Want to be a star? Want to be a star in 1950s style? Then Anita Colby's 1952 Beauty Book is the guide for you.
Colby was a model turned star-maker who worked at David O. Selznick's film studio during the 1940s as 'Feminine Director', basically coaching, grooming and perfecting the latest batch of beauties to arrive in Hollywood. In this book she divulges some of the secrets to her success.
The more I read of these kinds of books, I realise how little the essential advice has changed over the years. The key to beauty is always a combination of a good diet and exercise, dressing well, keeping your mind active (cf Eileen Ford) and having fun (a la Lilly Daché). So why are people still buying these guides? And why aren't we all stunning beautiful? Probably because we lack the determination to see it through. At least Anita Colby is honest: "It will never be a lazy life, being a beauty", she warns her readers.

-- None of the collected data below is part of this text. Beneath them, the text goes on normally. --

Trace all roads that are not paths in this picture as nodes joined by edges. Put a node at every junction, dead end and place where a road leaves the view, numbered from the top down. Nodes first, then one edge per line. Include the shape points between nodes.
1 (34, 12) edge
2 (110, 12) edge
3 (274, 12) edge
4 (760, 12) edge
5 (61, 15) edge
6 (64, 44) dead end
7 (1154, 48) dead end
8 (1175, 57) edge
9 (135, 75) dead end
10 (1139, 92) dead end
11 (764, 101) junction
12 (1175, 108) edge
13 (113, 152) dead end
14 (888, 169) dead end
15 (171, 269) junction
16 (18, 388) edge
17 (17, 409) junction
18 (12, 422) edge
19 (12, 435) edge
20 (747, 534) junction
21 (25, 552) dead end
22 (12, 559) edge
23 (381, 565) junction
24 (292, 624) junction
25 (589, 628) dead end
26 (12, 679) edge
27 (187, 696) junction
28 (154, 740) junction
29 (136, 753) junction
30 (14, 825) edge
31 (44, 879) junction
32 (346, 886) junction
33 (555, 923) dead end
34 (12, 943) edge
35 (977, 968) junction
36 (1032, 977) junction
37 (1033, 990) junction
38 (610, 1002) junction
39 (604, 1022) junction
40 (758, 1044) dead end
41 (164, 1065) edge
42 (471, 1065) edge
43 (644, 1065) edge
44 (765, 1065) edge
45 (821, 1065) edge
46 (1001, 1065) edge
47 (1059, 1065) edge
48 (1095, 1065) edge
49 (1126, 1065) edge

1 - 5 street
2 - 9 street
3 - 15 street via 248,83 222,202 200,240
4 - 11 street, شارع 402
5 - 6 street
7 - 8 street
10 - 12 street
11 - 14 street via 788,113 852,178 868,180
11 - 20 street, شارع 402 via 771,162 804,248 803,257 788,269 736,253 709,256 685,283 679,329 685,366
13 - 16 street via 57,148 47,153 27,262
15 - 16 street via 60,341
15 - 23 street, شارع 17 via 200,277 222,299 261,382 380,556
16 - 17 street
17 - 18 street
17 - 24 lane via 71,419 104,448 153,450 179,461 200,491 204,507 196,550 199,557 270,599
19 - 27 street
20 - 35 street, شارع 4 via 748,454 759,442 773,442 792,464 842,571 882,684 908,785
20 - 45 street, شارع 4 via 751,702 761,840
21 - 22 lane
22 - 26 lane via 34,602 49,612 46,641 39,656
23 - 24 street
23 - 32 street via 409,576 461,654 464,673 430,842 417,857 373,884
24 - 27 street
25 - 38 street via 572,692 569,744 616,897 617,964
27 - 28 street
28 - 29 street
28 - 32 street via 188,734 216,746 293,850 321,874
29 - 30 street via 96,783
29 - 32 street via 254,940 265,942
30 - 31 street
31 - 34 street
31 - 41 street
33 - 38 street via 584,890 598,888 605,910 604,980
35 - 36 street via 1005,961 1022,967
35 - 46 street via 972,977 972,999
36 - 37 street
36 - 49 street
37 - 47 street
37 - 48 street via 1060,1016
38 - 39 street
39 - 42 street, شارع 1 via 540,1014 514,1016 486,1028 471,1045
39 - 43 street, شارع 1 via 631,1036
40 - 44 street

Colby's book offers a four week "beauty and charm" course promising a "complete re-make of yourself". She's one driven woman (and talented too, the charming illustrations littering the book are also her own). To participate in the programme she requires her readers to undertake some ruthless self-analysis too, in the style of Edith Head's How To Dress for Success book. Those poor Hollywood starlets. There are problems I would never have thought of. "Is your hairline too low?" she asks. Apparently you can have a pear-shaped face as well as a figure (I'm now convinced I do). As part of the program, each day gives you a different task, whether that's tackling your eyebrows or your feet. If you had the time and energy to devote to the book, I'm sure most of them would bring results.

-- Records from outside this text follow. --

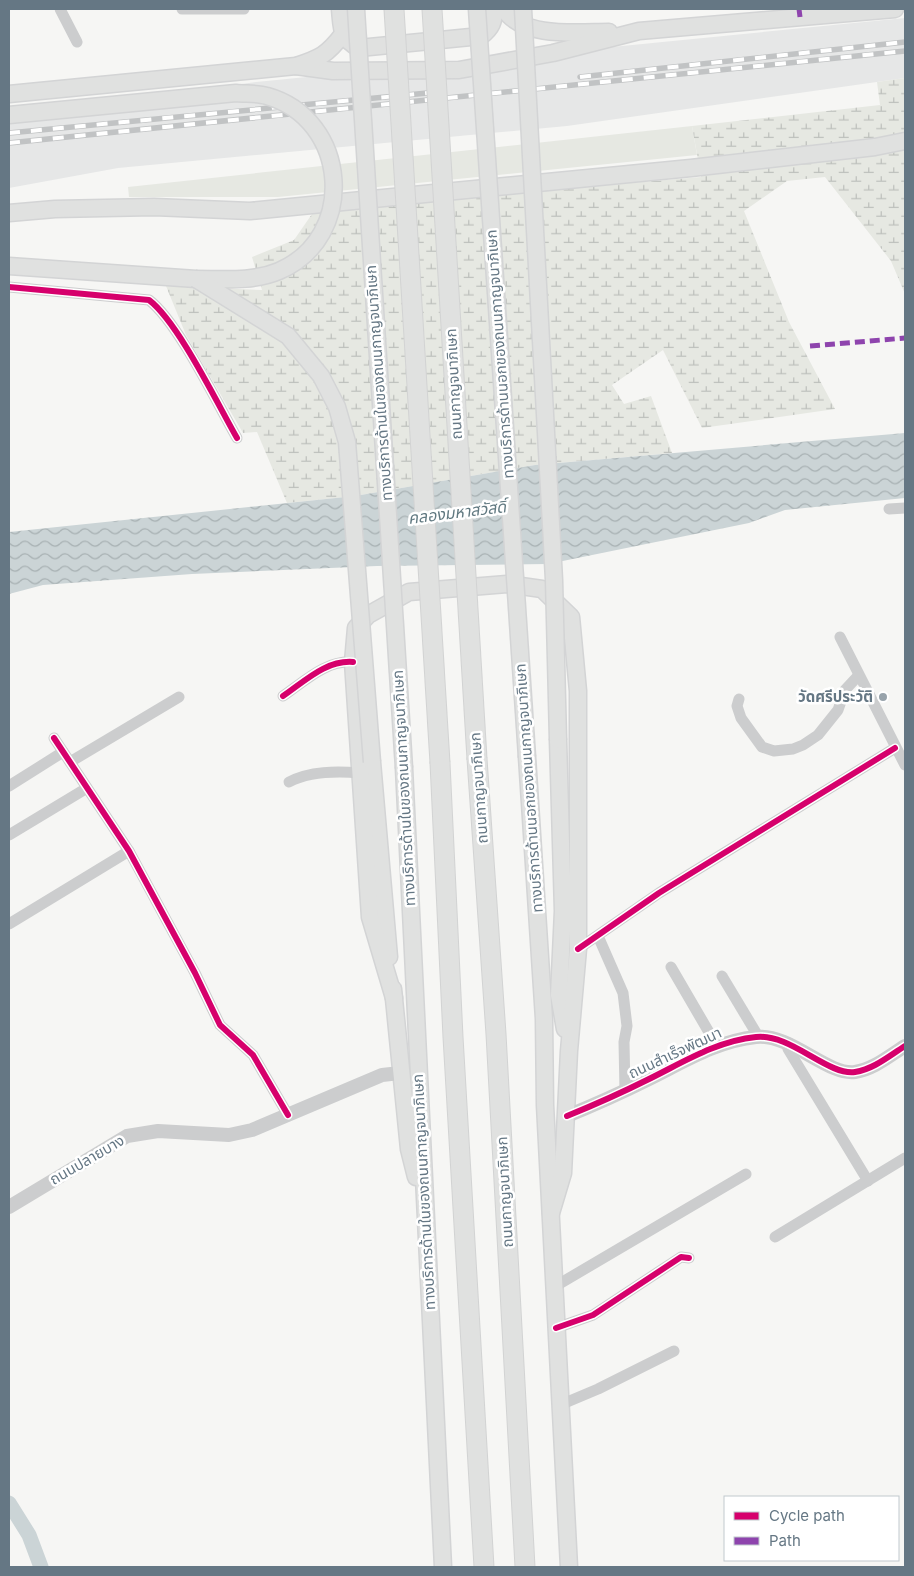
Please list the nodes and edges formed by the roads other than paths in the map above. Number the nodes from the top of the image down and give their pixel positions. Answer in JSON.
{"nodes":[{"id":1,"x":60,"y":9,"type":"edge"},
{"id":2,"x":182,"y":9,"type":"edge"},
{"id":3,"x":239,"y":9,"type":"edge"},
{"id":4,"x":340,"y":9,"type":"edge"},
{"id":5,"x":356,"y":9,"type":"edge"},
{"id":6,"x":394,"y":9,"type":"edge"},
{"id":7,"x":432,"y":9,"type":"edge"},
{"id":8,"x":477,"y":9,"type":"edge"},
{"id":9,"x":896,"y":9,"type":"edge"},
{"id":10,"x":507,"y":10,"type":"edge"},
{"id":11,"x":639,"y":31,"type":"junction"},
{"id":12,"x":342,"y":34,"type":"junction"},
{"id":13,"x":77,"y":42,"type":"dead end"},
{"id":14,"x":296,"y":66,"type":"junction"},
{"id":15,"x":9,"y":94,"type":"edge"},
{"id":16,"x":9,"y":115,"type":"edge"},
{"id":17,"x":905,"y":141,"type":"edge"},
{"id":18,"x":9,"y":213,"type":"edge"},
{"id":19,"x":9,"y":266,"type":"edge"},
{"id":20,"x":196,"y":279,"type":"junction"},
{"id":21,"x":9,"y":286,"type":"edge"},
{"id":22,"x":237,"y":438,"type":"dead end"},
{"id":23,"x":905,"y":508,"type":"edge"},
{"id":24,"x":889,"y":509,"type":"dead end"},
{"id":25,"x":840,"y":637,"type":"dead end"},
{"id":26,"x":353,"y":662,"type":"junction"},
{"id":27,"x":858,"y":676,"type":"junction"},
{"id":28,"x":283,"y":696,"type":"dead end"},
{"id":29,"x":179,"y":697,"type":"dead end"},
{"id":30,"x":739,"y":699,"type":"dead end"},
{"id":31,"x":54,"y":738,"type":"dead end"},
{"id":32,"x":896,"y":748,"type":"junction"},
{"id":33,"x":63,"y":752,"type":"junction"},
{"id":34,"x":70,"y":762,"type":"junction"},
{"id":35,"x":905,"y":765,"type":"edge"},
{"id":36,"x":360,"y":773,"type":"junction"},
{"id":37,"x":289,"y":782,"type":"dead end"},
{"id":38,"x":9,"y":786,"type":"edge"},
{"id":39,"x":87,"y":788,"type":"junction"},
{"id":40,"x":9,"y":835,"type":"edge"},
{"id":41,"x":129,"y":851,"type":"junction"},
{"id":42,"x":9,"y":924,"type":"edge"},
{"id":43,"x":598,"y":936,"type":"junction"},
{"id":44,"x":578,"y":948,"type":"junction"},
{"id":45,"x":671,"y":968,"type":"dead end"},
{"id":46,"x":722,"y":976,"type":"dead end"},
{"id":47,"x":415,"y":994,"type":"junction"},
{"id":48,"x":394,"y":998,"type":"junction"},
{"id":49,"x":758,"y":1036,"type":"junction"},
{"id":50,"x":789,"y":1043,"type":"junction"},
{"id":51,"x":398,"y":1045,"type":"junction"},
{"id":52,"x":717,"y":1046,"type":"junction"},
{"id":53,"x":905,"y":1046,"type":"edge"},
{"id":54,"x":569,"y":1051,"type":"junction"},
{"id":55,"x":400,"y":1073,"type":"junction"},
{"id":56,"x":625,"y":1091,"type":"junction"},
{"id":57,"x":288,"y":1115,"type":"junction"},
{"id":58,"x":567,"y":1116,"type":"junction"},
{"id":59,"x":905,"y":1158,"type":"edge"},
{"id":60,"x":746,"y":1174,"type":"dead end"},
{"id":61,"x":868,"y":1181,"type":"junction"},
{"id":62,"x":9,"y":1207,"type":"edge"},
{"id":63,"x":425,"y":1213,"type":"junction"},
{"id":64,"x":551,"y":1213,"type":"junction"},
{"id":65,"x":775,"y":1237,"type":"dead end"},
{"id":66,"x":689,"y":1258,"type":"dead end"},
{"id":67,"x":554,"y":1287,"type":"junction"},
{"id":68,"x":556,"y":1328,"type":"junction"},
{"id":69,"x":674,"y":1351,"type":"dead end"},
{"id":70,"x":560,"y":1405,"type":"junction"},
{"id":71,"x":443,"y":1567,"type":"edge"},
{"id":72,"x":484,"y":1567,"type":"edge"},
{"id":73,"x":525,"y":1567,"type":"edge"},
{"id":74,"x":569,"y":1567,"type":"edge"}],
"edges":[{"from":1,"to":13,"type":"street"},
{"from":2,"to":3,"type":"street"},
{"from":4,"to":12,"type":"main road"},
{"from":5,"to":47,"type":"main road","name":"ทางบริการด้านในของถนนกาญจนาภิเษก","bridge":true},
{"from":6,"to":72,"type":"highway","bridge":true},
{"from":7,"to":73,"type":"highway","name":"ถนนกาญจนาภิเษก","bridge":true},
{"from":8,"to":64,"type":"main road","name":"ทางบริการด้านนอกของถนนกาญจนาภิเษก","bridge":true},
{"from":9,"to":11,"type":"main road"},
{"from":10,"to":11,"type":"main road"},
{"from":10,"to":12,"type":"main road"},
{"from":10,"to":54,"type":"main road","bridge":true},
{"from":11,"to":14,"type":"main road"},
{"from":12,"to":14,"type":"main road"},
{"from":14,"to":15,"type":"main road"},
{"from":16,"to":20,"type":"main road","bridge":true},
{"from":17,"to":18,"type":"main road"},
{"from":19,"to":20,"type":"main road"},
{"from":20,"to":48,"type":"main road","bridge":true},
{"from":21,"to":22,"type":"street"},
{"from":23,"to":24,"type":"street"},
{"from":25,"to":27,"type":"street"},
{"from":26,"to":28,"type":"street"},
{"from":26,"to":36,"type":"main road"},
{"from":26,"to":44,"type":"main road"},
{"from":27,"to":30,"type":"street"},
{"from":27,"to":32,"type":"street"},
{"from":29,"to":34,"type":"street"},
{"from":31,"to":33,"type":"street"},
{"from":32,"to":35,"type":"street"},
{"from":32,"to":43,"type":"street"},
{"from":33,"to":34,"type":"street"},
{"from":33,"to":38,"type":"street"},
{"from":34,"to":39,"type":"street"},
{"from":36,"to":37,"type":"street"},
{"from":36,"to":48,"type":"main road"},
{"from":39,"to":40,"type":"street"},
{"from":39,"to":41,"type":"street"},
{"from":41,"to":42,"type":"street"},
{"from":41,"to":57,"type":"street"},
{"from":43,"to":44,"type":"street"},
{"from":43,"to":56,"type":"street"},
{"from":44,"to":54,"type":"main road"},
{"from":45,"to":52,"type":"street"},
{"from":46,"to":49,"type":"street"},
{"from":47,"to":51,"type":"main road"},
{"from":47,"to":63,"type":"main road","name":"ทางบริการด้านในของถนนกาญจนาภิเษก"},
{"from":48,"to":51,"type":"main road"},
{"from":49,"to":50,"type":"street","name":"ถนนสำเร็จพัฒนา"},
{"from":49,"to":52,"type":"street","name":"ถนนสำเร็จพัฒนา"},
{"from":50,"to":53,"type":"street","name":"ถนนสำเร็จพัฒนา"},
{"from":50,"to":61,"type":"street"},
{"from":51,"to":55,"type":"main road"},
{"from":52,"to":56,"type":"street","name":"ถนนสำเร็จพัฒนา"},
{"from":54,"to":58,"type":"main road"},
{"from":55,"to":57,"type":"street","name":"ถนนปลายบาง"},
{"from":55,"to":63,"type":"main road"},
{"from":56,"to":58,"type":"street","name":"ถนนสำเร็จพัฒนา"},
{"from":57,"to":62,"type":"street","name":"ถนนปลายบาง"},
{"from":58,"to":64,"type":"main road"},
{"from":59,"to":61,"type":"street"},
{"from":60,"to":67,"type":"street"},
{"from":61,"to":65,"type":"street"},
{"from":63,"to":71,"type":"main road","name":"ทางบริการด้านในของถนนกาญจนาภิเษก"},
{"from":64,"to":67,"type":"main road","name":"ทางบริการด้านนอกของถนนกาญจนาภิเษก"},
{"from":66,"to":68,"type":"street"},
{"from":67,"to":68,"type":"main road","name":"ทางบริการด้านนอกของถนนกาญจนาภิเษก"},
{"from":68,"to":70,"type":"main road","name":"ทางบริการด้านนอกของถนนกาญจนาภิเษก"},
{"from":69,"to":70,"type":"street"},
{"from":70,"to":74,"type":"main road","name":"ทางบริการด้านนอกของถนนกาญจนาภิเษก"}]}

One of Colby's more unusual bits of advice is something she calls "The Hollywood Slant on Beauty", basically reclining with your feet in the air (ironing boards will do the trick) as an essential anti-ageing exercise. Once in the position, simply "Relax here for 15 to 20 minutes seeing black and seeing blank. Think of Nothing Except to Count Your Blessings". The important of the exercise runs throughout the book - she urges you to even brush your hair in this position. It's obviously something she feels strongly about - she patented a design for a chair which converts to an inclined bed.
Colby also takes on interiors, viewing them, in quite a Hollywood way. as an extension to your interior life. She quotes Hitchcock on Joe Platt's set for Rebecca: "this is the first time I've used an empty room as a portrait of a woman." Naturally she covers hostessing too.

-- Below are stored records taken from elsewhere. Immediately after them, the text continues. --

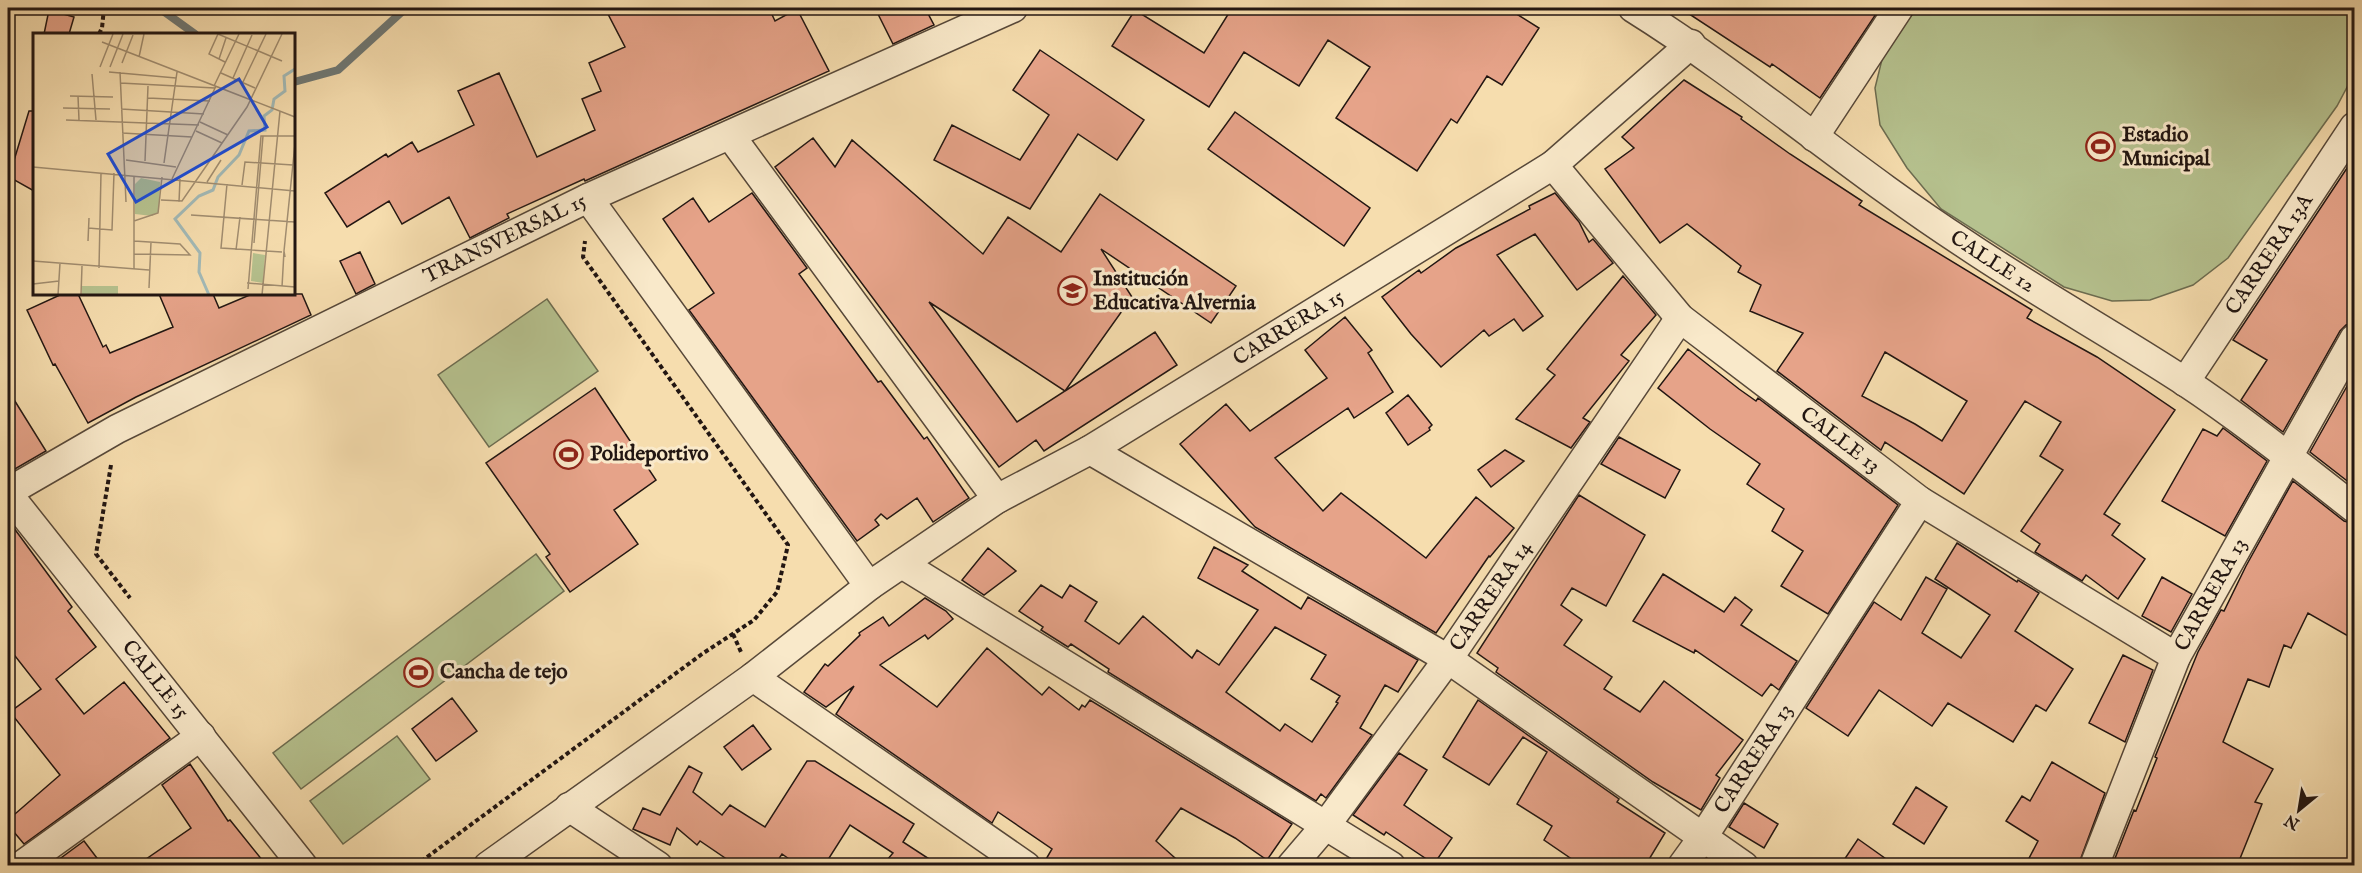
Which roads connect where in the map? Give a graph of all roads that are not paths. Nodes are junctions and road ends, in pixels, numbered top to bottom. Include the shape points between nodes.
1 (1013, 8) edge
2 (1633, 8) edge
3 (1899, 8) edge
4 (1691, 44) junction
5 (2355, 127) edge
6 (730, 135) junction
7 (1814, 137) junction
8 (1553, 165) junction
9 (588, 198) junction
10 (1680, 318) junction
11 (2355, 339) edge
12 (2185, 382) junction
13 (1090, 450) junction
14 (2288, 456) junction
15 (8, 493) edge
16 (998, 499) junction
17 (1920, 501) junction
18 (2355, 508) edge
19 (902, 564) junction
20 (869, 585) junction
21 (2176, 657) junction
22 (1449, 659) junction
23 (753, 677) junction
24 (201, 736) junction
25 (569, 807) junction
26 (1326, 825) junction
27 (1703, 837) junction
28 (8, 845) edge
29 (22, 865) edge
30 (303, 866) edge
31 (488, 866) edge
32 (658, 866) edge
33 (1026, 866) edge
34 (1291, 866) edge
35 (1391, 866) edge
36 (1682, 866) edge
37 (1744, 866) edge
38 (2094, 866) edge

1 - 6 street, TRANSVERSAL 15
2 - 4 street, CALLE 12
3 - 7 street
4 - 7 street, CALLE 12
4 - 8 street, CARRERA 15
5 - 12 street, CARRERA 13A
6 - 9 street, TRANSVERSAL 15
6 - 16 street
7 - 12 street, CALLE 12 via 1964,244
8 - 10 street, CALLE 13
8 - 13 street, CARRERA 15
9 - 15 street, TRANSVERSAL 15 via 117,429
9 - 20 street
10 - 17 street, CALLE 13
10 - 22 street, CARRERA 14
11 - 14 street, CARRERA 13
12 - 14 street, CALLE 12
13 - 16 street, CARRERA 15
13 - 22 street
14 - 18 street, CALLE 12
14 - 21 street, CARRERA 13
15 - 24 street, CALLE 15
16 - 19 street, CARRERA 15
17 - 21 street, CALLE 13
17 - 27 street, CARRERA 13
19 - 20 street, CARRERA 15
19 - 26 street
20 - 23 street, CARRERA 15
21 - 38 street, CARRERA 13
22 - 26 street, CARRERA 14
22 - 27 street
23 - 25 street, CARRERA 15
23 - 33 street
24 - 29 street
24 - 30 street, CALLE 15
25 - 31 street
25 - 32 street
26 - 34 street, CARRERA 14
26 - 35 street
27 - 36 street, CARRERA 13
27 - 37 street
28 - 29 street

For all its useful advice, the Beauty Book can't quite extract itself from the era in which it was written. Who doesn't think of the plight of downtrodden 50s housewives when they read that the supposed key to happiness is "to give yourself away"? I think I'll happily take Anita Colby's beauty tips, and I'm full of admiration for her extraordinary dedication to the beauty cause but I'll look for the life philosophising elsewhere.